● Work instructions:
Your response should be every line from the entries that includes the string "Osborne".

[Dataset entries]
►

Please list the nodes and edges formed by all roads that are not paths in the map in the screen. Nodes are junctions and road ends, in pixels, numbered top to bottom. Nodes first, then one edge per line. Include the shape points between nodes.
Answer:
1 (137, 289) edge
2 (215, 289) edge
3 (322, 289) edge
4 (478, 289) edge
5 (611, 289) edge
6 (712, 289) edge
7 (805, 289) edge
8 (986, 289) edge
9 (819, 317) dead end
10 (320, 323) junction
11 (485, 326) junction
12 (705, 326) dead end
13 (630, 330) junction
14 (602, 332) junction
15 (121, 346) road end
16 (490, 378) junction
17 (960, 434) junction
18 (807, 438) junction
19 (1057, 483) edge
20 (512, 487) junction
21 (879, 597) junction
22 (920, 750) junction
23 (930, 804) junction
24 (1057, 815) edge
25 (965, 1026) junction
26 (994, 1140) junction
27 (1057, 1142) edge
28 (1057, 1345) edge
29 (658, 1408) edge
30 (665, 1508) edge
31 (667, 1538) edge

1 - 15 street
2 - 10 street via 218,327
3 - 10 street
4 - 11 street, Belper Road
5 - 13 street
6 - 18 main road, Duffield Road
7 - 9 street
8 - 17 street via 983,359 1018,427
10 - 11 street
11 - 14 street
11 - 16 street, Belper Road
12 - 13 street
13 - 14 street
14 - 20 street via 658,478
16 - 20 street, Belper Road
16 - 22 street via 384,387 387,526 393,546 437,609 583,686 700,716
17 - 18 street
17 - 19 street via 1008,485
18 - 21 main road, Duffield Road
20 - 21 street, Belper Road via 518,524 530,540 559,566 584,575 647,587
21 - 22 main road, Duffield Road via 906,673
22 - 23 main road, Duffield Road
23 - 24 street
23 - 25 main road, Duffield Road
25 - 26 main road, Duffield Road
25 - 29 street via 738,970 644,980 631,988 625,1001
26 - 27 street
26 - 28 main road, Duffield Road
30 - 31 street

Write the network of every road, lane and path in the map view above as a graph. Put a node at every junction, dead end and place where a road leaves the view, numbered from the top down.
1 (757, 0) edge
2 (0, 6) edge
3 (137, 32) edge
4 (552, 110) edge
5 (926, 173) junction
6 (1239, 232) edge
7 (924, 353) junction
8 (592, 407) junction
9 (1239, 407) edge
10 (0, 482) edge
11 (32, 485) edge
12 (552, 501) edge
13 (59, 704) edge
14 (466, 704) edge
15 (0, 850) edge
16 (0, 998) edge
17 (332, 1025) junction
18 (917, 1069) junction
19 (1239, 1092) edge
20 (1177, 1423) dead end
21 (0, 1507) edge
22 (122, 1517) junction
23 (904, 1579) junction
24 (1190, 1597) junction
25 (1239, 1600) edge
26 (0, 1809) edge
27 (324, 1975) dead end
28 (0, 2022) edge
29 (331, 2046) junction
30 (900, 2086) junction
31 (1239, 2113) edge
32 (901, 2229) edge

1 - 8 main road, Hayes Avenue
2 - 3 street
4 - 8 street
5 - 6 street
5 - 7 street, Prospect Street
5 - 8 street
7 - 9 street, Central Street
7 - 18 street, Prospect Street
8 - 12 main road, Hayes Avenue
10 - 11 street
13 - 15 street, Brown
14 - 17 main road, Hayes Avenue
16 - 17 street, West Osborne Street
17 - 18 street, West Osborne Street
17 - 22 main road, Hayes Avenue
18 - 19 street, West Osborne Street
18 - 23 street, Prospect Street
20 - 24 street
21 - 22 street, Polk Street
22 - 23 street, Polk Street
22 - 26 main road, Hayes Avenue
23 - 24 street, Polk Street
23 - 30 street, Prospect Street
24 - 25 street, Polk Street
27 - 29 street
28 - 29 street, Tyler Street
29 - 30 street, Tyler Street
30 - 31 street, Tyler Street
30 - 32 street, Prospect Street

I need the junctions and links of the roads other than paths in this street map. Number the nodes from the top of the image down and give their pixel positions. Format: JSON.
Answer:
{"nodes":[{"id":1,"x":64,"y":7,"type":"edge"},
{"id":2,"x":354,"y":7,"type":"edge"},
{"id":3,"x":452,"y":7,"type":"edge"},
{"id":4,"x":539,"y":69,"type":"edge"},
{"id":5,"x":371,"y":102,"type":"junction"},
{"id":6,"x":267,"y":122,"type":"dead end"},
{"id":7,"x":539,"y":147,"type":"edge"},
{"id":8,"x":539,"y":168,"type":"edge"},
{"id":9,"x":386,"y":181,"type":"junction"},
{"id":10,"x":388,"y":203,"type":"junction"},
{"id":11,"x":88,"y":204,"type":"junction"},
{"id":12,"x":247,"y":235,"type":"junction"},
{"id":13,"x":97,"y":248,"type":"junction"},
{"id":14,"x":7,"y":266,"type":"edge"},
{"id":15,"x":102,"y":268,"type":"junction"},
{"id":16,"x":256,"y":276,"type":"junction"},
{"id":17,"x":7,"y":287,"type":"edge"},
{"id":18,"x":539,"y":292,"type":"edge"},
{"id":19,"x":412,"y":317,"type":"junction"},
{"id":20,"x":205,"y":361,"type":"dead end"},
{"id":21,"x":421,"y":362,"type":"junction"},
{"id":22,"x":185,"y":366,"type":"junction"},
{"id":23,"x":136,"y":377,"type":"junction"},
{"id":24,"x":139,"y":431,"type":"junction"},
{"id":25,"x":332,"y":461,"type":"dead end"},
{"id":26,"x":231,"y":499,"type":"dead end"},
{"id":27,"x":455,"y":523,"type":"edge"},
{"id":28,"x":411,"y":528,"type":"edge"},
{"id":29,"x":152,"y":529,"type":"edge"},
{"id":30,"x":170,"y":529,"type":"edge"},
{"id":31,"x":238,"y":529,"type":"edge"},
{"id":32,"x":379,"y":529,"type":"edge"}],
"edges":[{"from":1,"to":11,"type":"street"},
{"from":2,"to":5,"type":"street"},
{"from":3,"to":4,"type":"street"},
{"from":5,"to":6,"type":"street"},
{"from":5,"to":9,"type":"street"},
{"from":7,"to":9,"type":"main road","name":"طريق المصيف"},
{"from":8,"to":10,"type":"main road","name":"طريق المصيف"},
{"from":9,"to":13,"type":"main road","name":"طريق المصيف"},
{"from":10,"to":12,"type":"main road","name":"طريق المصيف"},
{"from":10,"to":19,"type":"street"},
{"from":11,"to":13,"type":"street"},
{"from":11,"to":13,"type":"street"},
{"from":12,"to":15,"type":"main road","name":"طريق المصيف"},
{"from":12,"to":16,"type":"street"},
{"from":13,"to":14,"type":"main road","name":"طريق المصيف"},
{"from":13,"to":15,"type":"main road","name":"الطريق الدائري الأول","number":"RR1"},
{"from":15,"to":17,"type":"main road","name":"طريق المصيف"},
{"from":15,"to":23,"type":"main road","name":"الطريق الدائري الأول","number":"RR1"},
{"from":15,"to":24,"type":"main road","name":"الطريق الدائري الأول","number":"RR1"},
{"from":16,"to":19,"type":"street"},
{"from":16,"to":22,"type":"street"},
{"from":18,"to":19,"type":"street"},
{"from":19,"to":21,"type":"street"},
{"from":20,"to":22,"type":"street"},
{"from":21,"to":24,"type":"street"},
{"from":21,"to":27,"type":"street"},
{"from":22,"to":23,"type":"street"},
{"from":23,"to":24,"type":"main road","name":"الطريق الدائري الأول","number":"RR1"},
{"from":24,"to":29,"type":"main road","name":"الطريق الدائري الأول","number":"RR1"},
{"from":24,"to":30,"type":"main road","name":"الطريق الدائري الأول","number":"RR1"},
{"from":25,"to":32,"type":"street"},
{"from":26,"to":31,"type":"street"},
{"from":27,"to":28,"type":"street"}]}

◄

● Task result:
16 - 17 street, West Osborne Street
17 - 18 street, West Osborne Street
18 - 19 street, West Osborne Street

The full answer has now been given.